Por que os muçulmanos estão matando muçulmanos?

Os militantes islâmicos converteram uma mesquita na cidade Bir al-Abd, na península do Sinai, Egito, em um mar de sangue nesta sexta (24). Os jihadistas que detonaram explosivos e atiraram em pessoas que estavam fazendo orações deixaram um rastro de 305 mortos além dos feridos, de acordo com as autoridades.

Até agora, nenhum grupo reivindicou a responsabilidade pelo ataque, mas a região vem testemunhando uma insurgência do ramo islâmico sunita contra as forças de segurança egípcias, além de perseguição aos cristãos. Mas por que os muçulmanos matam pessoas que compartilham de sua mesma fé no dia mais sagrado da semana para eles dentro de um local de adoração a Allah?

As crenças daqueles que estavam dentro da mesquita, e daqueles que a atacaram oferecem muitas respostas.

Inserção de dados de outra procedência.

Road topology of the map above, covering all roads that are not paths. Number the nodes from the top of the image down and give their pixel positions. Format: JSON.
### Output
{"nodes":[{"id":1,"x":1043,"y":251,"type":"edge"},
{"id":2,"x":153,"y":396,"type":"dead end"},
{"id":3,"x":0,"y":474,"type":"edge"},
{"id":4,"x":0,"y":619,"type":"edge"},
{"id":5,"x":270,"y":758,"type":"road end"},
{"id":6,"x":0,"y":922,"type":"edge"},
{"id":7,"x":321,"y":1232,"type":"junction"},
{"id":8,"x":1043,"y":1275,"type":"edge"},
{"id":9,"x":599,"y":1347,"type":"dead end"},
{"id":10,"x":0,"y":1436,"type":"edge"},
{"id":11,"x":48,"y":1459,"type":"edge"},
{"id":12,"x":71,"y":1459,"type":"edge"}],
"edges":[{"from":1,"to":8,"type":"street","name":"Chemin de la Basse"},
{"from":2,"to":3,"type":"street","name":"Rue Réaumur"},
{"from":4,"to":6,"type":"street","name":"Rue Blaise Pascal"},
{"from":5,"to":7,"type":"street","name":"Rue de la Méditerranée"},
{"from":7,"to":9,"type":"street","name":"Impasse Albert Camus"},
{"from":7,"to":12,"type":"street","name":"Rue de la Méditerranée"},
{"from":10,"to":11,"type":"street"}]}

A mesquita Al Rawdah, localizada a cerca de 40 quilômetros a oeste da capital provincial de El Arish, é frequentada por muçulmanos sufis. Os militantes do Estado islâmico (ISIS), que se estabeleceram na região da Província do Sinai são os principais suspeitos do ataque terrorista mais mortífero da História contra mesquitas.

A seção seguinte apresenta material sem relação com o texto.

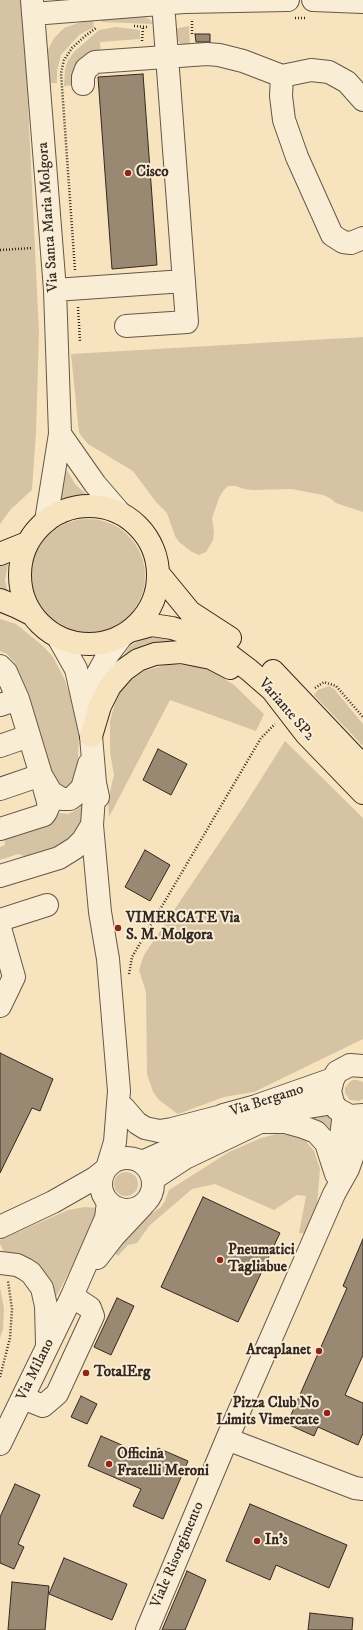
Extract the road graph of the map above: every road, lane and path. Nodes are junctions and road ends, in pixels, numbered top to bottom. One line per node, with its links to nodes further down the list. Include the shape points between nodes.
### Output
1 (363, 2): 5 (street)
2 (163, 4): 3 (street); 4 (street, via 184,2); 9 (street)
3 (33, 7): 15 (street, Via Santa Maria Molgora)
4 (288, 9): 5 (path)
5 (312, 9)
6 (194, 19): 9 (path)
7 (128, 25): 9 (path)
8 (102, 26): 18 (path, via 72,48 64,60 61,73)
9 (164, 27): 10 (street)
10 (167, 57): 11 (street, via 219,55); 12 (street, via 95,62 86,70); 17 (street)
11 (282, 76): 13 (street, via 310,70 329,72 347,82); 14 (street, via 284,120 297,157 332,235 343,242 351,243)
12 (83, 84)
13 (363, 100)
14 (363, 238)
15 (52, 246): 16 (path); 19 (street, Via Santa Maria Molgora)
16 (0, 250)
17 (184, 281): 18 (street); 20 (street, via 187,322)
18 (77, 289): 19 (street); 21 (path)
19 (55, 290): 22 (street, Via Santa Maria Molgora)
20 (126, 326)
21 (80, 341)
22 (60, 434): 23 (street, via 95,484); 24 (street, Via Santa Maria Molgora)
23 (120, 513): 24 (main road, via 102,507 83,506 59,512); 27 (main road, via 140,528 147,538 157,561)
24 (46, 520): 25 (main road)
25 (27, 543): 26 (main road); 29 (main road, via 20,577 24,599)
26 (0, 554)
27 (158, 573): 30 (main road, via 150,608 142,620); 41 (main road, Variante SP2, via 190,612 268,666)
28 (0, 600): 29 (main road)
29 (31, 614): 31 (main road)
30 (126, 633): 31 (main road, via 94,644); 37 (main road, Variante SP2, via 152,625 172,628 203,638 220,648 272,690); 39 (street, via 109,653 98,673)
31 (58, 637): 39 (street, via 76,668)
32 (0, 666): 34 (street, via 6,672)
33 (312, 690): 35 (path, via 324,682 336,686)
34 (9, 702): 38 (street)
35 (363, 717)
36 (277, 722): 55 (path, via 261,738 136,951)
37 (306, 734): 39 (main road, via 260,690 223,663 200,655 173,652 147,656 130,665 118,676 104,697); 45 (main road, Variante SP2)
38 (29, 736): 40 (street); 42 (street)
39 (92, 745): 42 (street, via 82,788 70,799 62,799 51,792); 43 (street)
40 (0, 746)
41 (363, 766)
42 (41, 778): 44 (street); 47 (street, via 49,805 44,815)
43 (95, 783): 46 (street); 54 (street, via 103,826 110,912)
44 (0, 789)
45 (363, 794)
46 (92, 825): 48 (street, via 75,848); 50 (street)
47 (0, 829)
48 (58, 858): 49 (street); 50 (street, via 80,864)
49 (0, 876)
50 (97, 878): 54 (street)
51 (47, 905): 52 (street)
52 (0, 920)
53 (0, 928): 56 (street, via 14,977)
54 (108, 959): 59 (street)
55 (129, 976)
56 (0, 1006)
57 (363, 1066): 58 (street, via 350,1065 343,1068)
58 (333, 1079): 60 (street, Viale Risorgimento, via 330,1091); 61 (street, Via Bergamo)
59 (122, 1099): 61 (street, via 137,1123 159,1131); 65 (street, via 132,1147); 66 (street, via 115,1142)
60 (346, 1111): 62 (street, Via Bergamo, via 290,1110); 67 (street, Viale Risorgimento)
61 (223, 1115): 65 (street, Via Bergamo, via 205,1134)
62 (258, 1123): 65 (street, Via Bergamo, via 185,1158); 67 (street, via 286,1122 316,1132 326,1143)
63 (363, 1126): 67 (street, Viale Risorgimento)
64 (363, 1151): 67 (street, Viale Risorgimento)
65 (144, 1167): 66 (street, via 122,1158); 70 (street, via 152,1193)
66 (106, 1168): 68 (street, via 101,1185); 69 (street, via 95,1178)
67 (339, 1179): 77 (street, Viale Risorgimento)
68 (107, 1201): 69 (street); 70 (street, via 127,1210); 73 (street, Via Milano, via 106,1218)
69 (53, 1202): 71 (street)
70 (143, 1205): 73 (street, Via Milano, via 96,1258)
71 (0, 1227)
72 (2, 1263): 74 (street, via 25,1269 42,1288 46,1306); 75 (path, via 12,1309 10,1338)
73 (72, 1296): 74 (street, Via Milano); 76 (street, via 90,1308 94,1316 57,1394 43,1406)
74 (47, 1349): 76 (street, Via Milano)
75 (0, 1377)
76 (23, 1398): 78 (street, Via Milano)
77 (227, 1439): 79 (street); 80 (street, Viale Risorgimento)
78 (0, 1444)
79 (363, 1489)
80 (147, 1630)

Sabidamente, eles são salafitas, muçulmanos que seguem uma linha ultraconservadora do Islã, interpretando o Alcorão literalmente. Entre os seus seguidores estão os membros de grupos como Al Qaeda e Estado Islâmico. Para eles, os sufis são hereges.

O sufismo é uma espécie de ramo místico do islamismo, que venera líderes mortos e alguns santuários, comportamento que a ISIS considera idólatra. Da mesma forma que os jihadistas olham com ódio para a comunidade cristã copta do Egito e criticam com veemência os xiitas do Irã e do Iraque, eles detestam os seguidores do sufismo, que é mais uma filosofia que uma divisão religiosa.

Os seguidores do sufismo realizam práticas místicas porque acreditam que elas podem lhes oferecer proximidade com Deus. No entanto, para os jihadistas, os sufis se desviam do caminho religioso prescrito no Alcorão, em particular por causa de sua veneração de túmulos. Mas a principal causa da discórdia é que os sufistas não apregoam a conversão forçada dos infiéis nem a dominação territorial que é característica da jihad (guerra santa).

O estudioso de religiões comparadas William Stoddard, em sua obra Sufismo: Doutrina metafísica e via espiritual no Islã, afirma que a prática da islamismo “compreende, para o fiel, três grandes categorias: islã (submissão à lei revelada), imã (fé na shahada) e ihsan (virtude ou sinceridade).” A prática do sufismo está relacionada a essa última categoria, a ihsan, ou prática da virtude, que para os muçulmanos fundamentalistas é vista como fraqueza, pois não segue o que diz a sharia.

Mesquita Al Rawdah na cidade Bir al-Abd

Por interpretarem os preceitos do Alcorão de uma forma mais “flexível”, em comparação às demais doutrinas islâmicas, o sufismo prega a tolerância em relação às demais religiões. Essa visão conciliatória e pacifista é derivada de sua busca de uma via (ou caminho) espiritual dentro islã, que deve ser trilhado através do cultivo das virtudes. Para este caminho, os sufis dão o nome de dhirk, isto é, a prece invocatória que veicula a “lembrança de Deus”.

O Estado Islâmico já atacou os sufistas do Sinai no passado, incluindo a decapitação de um clérigo superior da região: sheik Suleiman Abu Heraz. Em diversos lugares do sul da Ásia e do Oriente Médio, os militantes do EI atacaram os sufis, suas mesquitas e seus locais de encontro. Em 2014, eles destruíram vários santuários e túmulos de muçulmanos sufis na província síria de Deir Ezzor.

Em fevereiro, um terrorista suicida do EI atacou um dos mais renomados santuários sufis do mundo, o Sehwan Sharif, localizado na província sul do Sindh, no Paquistão, matando 80 pessoas e ferindo mais de 250.

A distinção de sufistas e jihadistas, em última análise, é que, por serem os sufis acusados de enfraquecer o islamismo ao apregoarem a tolerância, tornam-se alvos dos muçulmanos que pretendem conquistar o mundo e livrá-lo dos infiéis.